Weil Martina wiederholt übermüdet, verspätet und mit Alkoholfahne zur Arbeit kommt, wird diese Basis ihrer inneren Stabilität ebenfalls erschüttert. Marschierte sie vorher hoch erhobenen Hauptes durch die Klinikflure, so wirkt sie nun wie ein Mensch ohne Körperspannung. Natürlich bleibt die Freundschaftsebene gleichfalls nicht unberührt, und auch in dieser Hinsicht folgt der Film seinem realitätsnahen Ansatz: Jutta glaubt ihrem Sohn, nicht ihrer Freundin. Wäre Mischa ein Vergewaltiger, würde dies ihre gesamte Erziehung in frage stellen; also legt sie ihm die Antworten quasi in den Mund, als sie ihn zur Rede stellt. Torsten droht Martina gar mit einer Verleumdungsklage; ihr Kampf um die Deutungshoheit scheint aussichtslos. 
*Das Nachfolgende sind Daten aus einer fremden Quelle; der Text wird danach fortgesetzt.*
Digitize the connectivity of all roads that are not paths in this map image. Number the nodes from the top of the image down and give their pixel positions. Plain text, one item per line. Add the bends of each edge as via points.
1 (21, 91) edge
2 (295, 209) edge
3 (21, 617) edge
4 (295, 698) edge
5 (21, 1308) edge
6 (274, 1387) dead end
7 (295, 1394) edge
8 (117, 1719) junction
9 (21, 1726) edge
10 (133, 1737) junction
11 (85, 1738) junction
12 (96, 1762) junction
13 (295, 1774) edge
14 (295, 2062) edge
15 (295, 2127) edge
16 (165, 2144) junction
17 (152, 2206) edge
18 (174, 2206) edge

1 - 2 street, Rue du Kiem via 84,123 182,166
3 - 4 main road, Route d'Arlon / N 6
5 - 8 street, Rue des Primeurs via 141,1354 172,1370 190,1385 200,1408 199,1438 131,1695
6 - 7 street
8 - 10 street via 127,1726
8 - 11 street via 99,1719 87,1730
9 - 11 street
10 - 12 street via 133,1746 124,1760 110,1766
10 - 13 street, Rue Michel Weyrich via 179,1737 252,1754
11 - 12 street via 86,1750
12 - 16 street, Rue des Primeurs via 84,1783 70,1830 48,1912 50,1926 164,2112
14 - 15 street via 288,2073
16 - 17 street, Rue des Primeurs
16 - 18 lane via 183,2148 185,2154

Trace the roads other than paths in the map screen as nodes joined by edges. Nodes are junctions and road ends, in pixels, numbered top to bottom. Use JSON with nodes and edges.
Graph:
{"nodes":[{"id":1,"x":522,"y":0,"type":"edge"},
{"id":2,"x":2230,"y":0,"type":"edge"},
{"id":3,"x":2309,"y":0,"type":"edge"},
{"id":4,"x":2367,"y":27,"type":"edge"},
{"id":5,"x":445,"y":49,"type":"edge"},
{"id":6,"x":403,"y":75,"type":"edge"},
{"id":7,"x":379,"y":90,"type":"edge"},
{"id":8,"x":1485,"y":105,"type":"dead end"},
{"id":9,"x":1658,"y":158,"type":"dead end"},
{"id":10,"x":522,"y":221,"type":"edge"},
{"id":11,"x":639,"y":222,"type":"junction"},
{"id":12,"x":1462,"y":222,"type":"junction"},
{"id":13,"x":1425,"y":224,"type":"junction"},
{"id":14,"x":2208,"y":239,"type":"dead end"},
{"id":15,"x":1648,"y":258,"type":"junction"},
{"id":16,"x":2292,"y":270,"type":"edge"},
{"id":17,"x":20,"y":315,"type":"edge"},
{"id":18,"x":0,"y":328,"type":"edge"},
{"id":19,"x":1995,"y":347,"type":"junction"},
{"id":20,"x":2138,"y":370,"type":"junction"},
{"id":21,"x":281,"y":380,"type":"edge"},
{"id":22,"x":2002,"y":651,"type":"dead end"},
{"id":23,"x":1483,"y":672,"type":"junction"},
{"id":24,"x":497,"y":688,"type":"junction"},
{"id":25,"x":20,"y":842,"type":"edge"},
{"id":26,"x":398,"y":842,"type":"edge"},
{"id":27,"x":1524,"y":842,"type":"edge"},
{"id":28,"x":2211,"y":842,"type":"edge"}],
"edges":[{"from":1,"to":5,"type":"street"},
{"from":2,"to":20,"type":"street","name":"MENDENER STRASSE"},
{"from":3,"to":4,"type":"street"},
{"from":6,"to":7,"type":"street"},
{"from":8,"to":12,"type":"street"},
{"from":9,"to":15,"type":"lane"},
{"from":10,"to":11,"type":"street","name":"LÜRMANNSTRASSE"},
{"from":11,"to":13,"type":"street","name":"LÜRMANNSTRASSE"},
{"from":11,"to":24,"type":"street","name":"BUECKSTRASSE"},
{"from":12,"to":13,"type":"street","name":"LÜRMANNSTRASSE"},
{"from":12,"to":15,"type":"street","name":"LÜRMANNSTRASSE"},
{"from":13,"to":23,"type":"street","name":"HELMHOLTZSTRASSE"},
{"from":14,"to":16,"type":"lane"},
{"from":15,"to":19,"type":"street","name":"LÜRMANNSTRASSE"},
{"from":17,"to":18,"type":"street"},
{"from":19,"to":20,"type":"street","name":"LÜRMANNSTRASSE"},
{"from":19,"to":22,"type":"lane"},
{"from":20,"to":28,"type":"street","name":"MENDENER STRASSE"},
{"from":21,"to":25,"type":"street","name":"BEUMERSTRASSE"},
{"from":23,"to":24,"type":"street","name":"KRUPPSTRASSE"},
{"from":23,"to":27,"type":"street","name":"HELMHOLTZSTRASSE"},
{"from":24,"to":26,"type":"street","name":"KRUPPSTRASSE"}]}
"Bis zur Wahrheit" ist nicht der erste Film, der das Thema Vergewaltigung aus Sicht der Betroffenen beschreibt und sich eingehend mit den Folgen der Tat befasst. Statistisch ist das Drama trotzdem eine Ausnahme. Maria Furtwängler und ihre Tochter haben 2016 die MaLisa Stiftung gegründet. Seither geben sie regelmäßig Studien in Auftrag, die sich oft mit der Rolle von Frauen vor und hinter der Kamera Filmrollen befassen.

Eine dieser Untersuchungen hat laut Furtwängler ergeben, "dass in einem Drittel aller TV-Formate explizite geschlechtsspezifische Gewalt, häufig schwere Gewalt gegen Frauen, dargestellt wird. Ganz selten wird dabei die Perspektive des Opfers berücksichtigt." Also hat sie sich gefragt, wie Gewalt "frei von Stereotypen, Klischees oder einem voyeuristischen Blick" aus Sicht der Betroffenen erzählt werden kann. Faklers Drehbuch ist die Antwort.